Why CNNs are used for computer vision.

A standard neural network is made up of interconnected neurons in a layered structure that resembles the human brain.

Every neuron has multiple inputs and one output. Lets say our neuron has 2 inputs and 1 output

The output formula is

weight 1 X Input 1 + weight 2 X Input 2 + Bias 1 = Output 1

where weight 1 and weight 2 are weights assigned to each input and Bias 1 is the overall bias of this node.

When we create a neural network, it will have multiple neurons stacked in multiple layers.

Let’s say we are trying to solve our Computer vision problem with a standard neural network.

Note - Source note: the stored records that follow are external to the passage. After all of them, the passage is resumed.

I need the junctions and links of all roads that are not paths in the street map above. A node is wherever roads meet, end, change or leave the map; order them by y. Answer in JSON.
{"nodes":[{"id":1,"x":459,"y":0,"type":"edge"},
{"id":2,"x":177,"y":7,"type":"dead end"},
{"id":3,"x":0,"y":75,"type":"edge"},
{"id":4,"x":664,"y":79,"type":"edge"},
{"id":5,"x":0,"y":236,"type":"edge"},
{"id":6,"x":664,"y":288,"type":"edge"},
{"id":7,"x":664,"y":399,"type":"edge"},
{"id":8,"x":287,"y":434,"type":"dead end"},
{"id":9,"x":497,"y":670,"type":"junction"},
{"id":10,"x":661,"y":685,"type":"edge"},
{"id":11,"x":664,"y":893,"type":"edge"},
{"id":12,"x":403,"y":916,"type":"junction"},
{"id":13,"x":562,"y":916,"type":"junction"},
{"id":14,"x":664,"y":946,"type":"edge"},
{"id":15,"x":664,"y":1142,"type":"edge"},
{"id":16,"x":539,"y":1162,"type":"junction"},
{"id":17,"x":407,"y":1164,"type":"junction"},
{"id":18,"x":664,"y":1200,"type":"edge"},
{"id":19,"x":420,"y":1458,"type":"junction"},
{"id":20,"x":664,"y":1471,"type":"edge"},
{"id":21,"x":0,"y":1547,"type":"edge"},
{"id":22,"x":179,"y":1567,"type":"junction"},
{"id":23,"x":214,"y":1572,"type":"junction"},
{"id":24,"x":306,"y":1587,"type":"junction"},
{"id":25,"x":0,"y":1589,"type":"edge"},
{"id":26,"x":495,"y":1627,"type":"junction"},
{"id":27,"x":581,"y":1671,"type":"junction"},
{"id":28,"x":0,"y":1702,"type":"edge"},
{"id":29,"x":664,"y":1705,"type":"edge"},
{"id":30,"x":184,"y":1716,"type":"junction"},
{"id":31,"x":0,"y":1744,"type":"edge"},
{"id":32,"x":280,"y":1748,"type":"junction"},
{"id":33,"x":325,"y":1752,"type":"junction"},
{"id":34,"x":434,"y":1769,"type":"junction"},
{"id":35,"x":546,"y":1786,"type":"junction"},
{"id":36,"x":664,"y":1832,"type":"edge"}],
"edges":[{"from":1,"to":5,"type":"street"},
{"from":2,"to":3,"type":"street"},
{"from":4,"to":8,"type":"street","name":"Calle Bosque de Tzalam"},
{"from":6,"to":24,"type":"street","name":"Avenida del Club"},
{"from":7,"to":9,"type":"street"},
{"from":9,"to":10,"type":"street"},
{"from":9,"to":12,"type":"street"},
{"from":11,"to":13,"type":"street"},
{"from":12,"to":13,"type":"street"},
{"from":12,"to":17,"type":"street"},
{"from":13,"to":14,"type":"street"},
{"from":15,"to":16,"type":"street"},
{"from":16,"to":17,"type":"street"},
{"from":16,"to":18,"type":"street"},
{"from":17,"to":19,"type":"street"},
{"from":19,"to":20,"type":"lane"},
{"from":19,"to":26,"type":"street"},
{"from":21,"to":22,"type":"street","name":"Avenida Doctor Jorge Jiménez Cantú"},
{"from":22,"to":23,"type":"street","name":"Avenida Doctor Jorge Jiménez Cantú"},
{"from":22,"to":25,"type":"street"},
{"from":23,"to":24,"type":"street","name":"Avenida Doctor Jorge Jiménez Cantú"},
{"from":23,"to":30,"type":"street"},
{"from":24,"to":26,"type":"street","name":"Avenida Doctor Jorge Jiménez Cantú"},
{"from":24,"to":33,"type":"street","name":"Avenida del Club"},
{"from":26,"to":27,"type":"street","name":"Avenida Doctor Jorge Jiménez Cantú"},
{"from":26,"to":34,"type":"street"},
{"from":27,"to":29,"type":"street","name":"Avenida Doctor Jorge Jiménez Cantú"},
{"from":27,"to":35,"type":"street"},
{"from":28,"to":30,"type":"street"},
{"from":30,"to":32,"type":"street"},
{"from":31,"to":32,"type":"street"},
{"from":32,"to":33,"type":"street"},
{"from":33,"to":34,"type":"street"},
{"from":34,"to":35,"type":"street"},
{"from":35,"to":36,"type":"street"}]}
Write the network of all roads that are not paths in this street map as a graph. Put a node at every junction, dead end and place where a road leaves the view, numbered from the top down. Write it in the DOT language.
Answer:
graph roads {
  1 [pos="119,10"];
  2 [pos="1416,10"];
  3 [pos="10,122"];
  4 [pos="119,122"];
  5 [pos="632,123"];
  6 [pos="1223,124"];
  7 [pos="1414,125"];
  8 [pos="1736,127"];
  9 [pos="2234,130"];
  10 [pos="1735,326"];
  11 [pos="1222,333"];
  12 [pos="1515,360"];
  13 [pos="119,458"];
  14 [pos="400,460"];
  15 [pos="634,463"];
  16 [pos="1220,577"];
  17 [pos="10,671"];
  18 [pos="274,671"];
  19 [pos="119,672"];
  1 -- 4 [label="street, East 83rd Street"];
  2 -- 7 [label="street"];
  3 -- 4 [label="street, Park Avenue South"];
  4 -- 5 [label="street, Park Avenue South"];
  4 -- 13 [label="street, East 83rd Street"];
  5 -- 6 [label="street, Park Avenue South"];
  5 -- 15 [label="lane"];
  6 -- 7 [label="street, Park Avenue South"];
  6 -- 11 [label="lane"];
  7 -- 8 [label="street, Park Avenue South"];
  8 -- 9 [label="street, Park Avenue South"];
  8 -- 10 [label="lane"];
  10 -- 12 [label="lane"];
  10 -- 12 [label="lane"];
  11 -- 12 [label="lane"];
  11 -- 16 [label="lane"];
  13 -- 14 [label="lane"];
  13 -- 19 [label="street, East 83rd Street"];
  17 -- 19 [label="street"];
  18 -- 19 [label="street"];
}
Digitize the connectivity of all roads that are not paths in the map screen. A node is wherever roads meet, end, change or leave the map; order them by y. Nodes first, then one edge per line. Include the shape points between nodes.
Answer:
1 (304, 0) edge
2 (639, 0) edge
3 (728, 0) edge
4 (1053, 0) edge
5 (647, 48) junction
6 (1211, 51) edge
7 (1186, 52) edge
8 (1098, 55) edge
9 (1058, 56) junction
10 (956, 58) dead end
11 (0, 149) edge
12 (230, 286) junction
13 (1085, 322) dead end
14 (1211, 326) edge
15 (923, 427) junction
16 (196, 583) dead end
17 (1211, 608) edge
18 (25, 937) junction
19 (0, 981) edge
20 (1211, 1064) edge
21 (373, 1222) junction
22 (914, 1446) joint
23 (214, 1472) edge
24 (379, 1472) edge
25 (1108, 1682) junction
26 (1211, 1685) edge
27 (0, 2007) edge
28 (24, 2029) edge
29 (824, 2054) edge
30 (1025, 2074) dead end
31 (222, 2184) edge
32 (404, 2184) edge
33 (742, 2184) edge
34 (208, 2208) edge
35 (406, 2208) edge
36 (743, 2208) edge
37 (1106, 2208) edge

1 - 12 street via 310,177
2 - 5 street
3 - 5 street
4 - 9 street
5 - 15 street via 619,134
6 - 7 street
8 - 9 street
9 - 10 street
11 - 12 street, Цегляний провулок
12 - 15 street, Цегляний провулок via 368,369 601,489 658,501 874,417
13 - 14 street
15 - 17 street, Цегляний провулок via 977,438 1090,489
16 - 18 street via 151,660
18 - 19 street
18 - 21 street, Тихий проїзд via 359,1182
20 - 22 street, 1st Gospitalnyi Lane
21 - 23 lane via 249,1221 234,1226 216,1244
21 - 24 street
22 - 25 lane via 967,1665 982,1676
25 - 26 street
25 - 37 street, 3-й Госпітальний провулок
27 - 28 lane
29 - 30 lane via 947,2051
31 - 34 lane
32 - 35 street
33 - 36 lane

Assuming out input data is a grayscale image of 100 X 100 pixels which translates to a matrix of 100 x 100 pixels which is 10,000 pixels or input points

Lets say our 2 layers have 10k neurons as well, which will make the weight/bias matrix to be

10000 x 10000 x 10000 = 1,000,000,000,000 weights (1 trillion weights).

Imagine how much processing / iterations / back propagation would be needed to train the weights for these neurons and with so specifically calculating for each pixel / neuron, it will result the model which is overfitted to the input data, which means on unseen data this model will not work as well.

How CNN solves this

CNN solves this by layering of information. It tries to identify the low level features as eyes, nose, lips on a face, It assumes a low level feature can be present anywhere in the picture. Then it makes up high level feature consisting of low level features to deduce the result.

There are 3 theories in CNN

Low level features are local – Eyes, nose etc are local features which make up bigger features and since they are small, they can be identified using small filters.

Features are translation invariant – They can be present anywhere in the image

High level features are made up of low level features – so if you have 2 eyes, a nose and a mouth, its probably a face.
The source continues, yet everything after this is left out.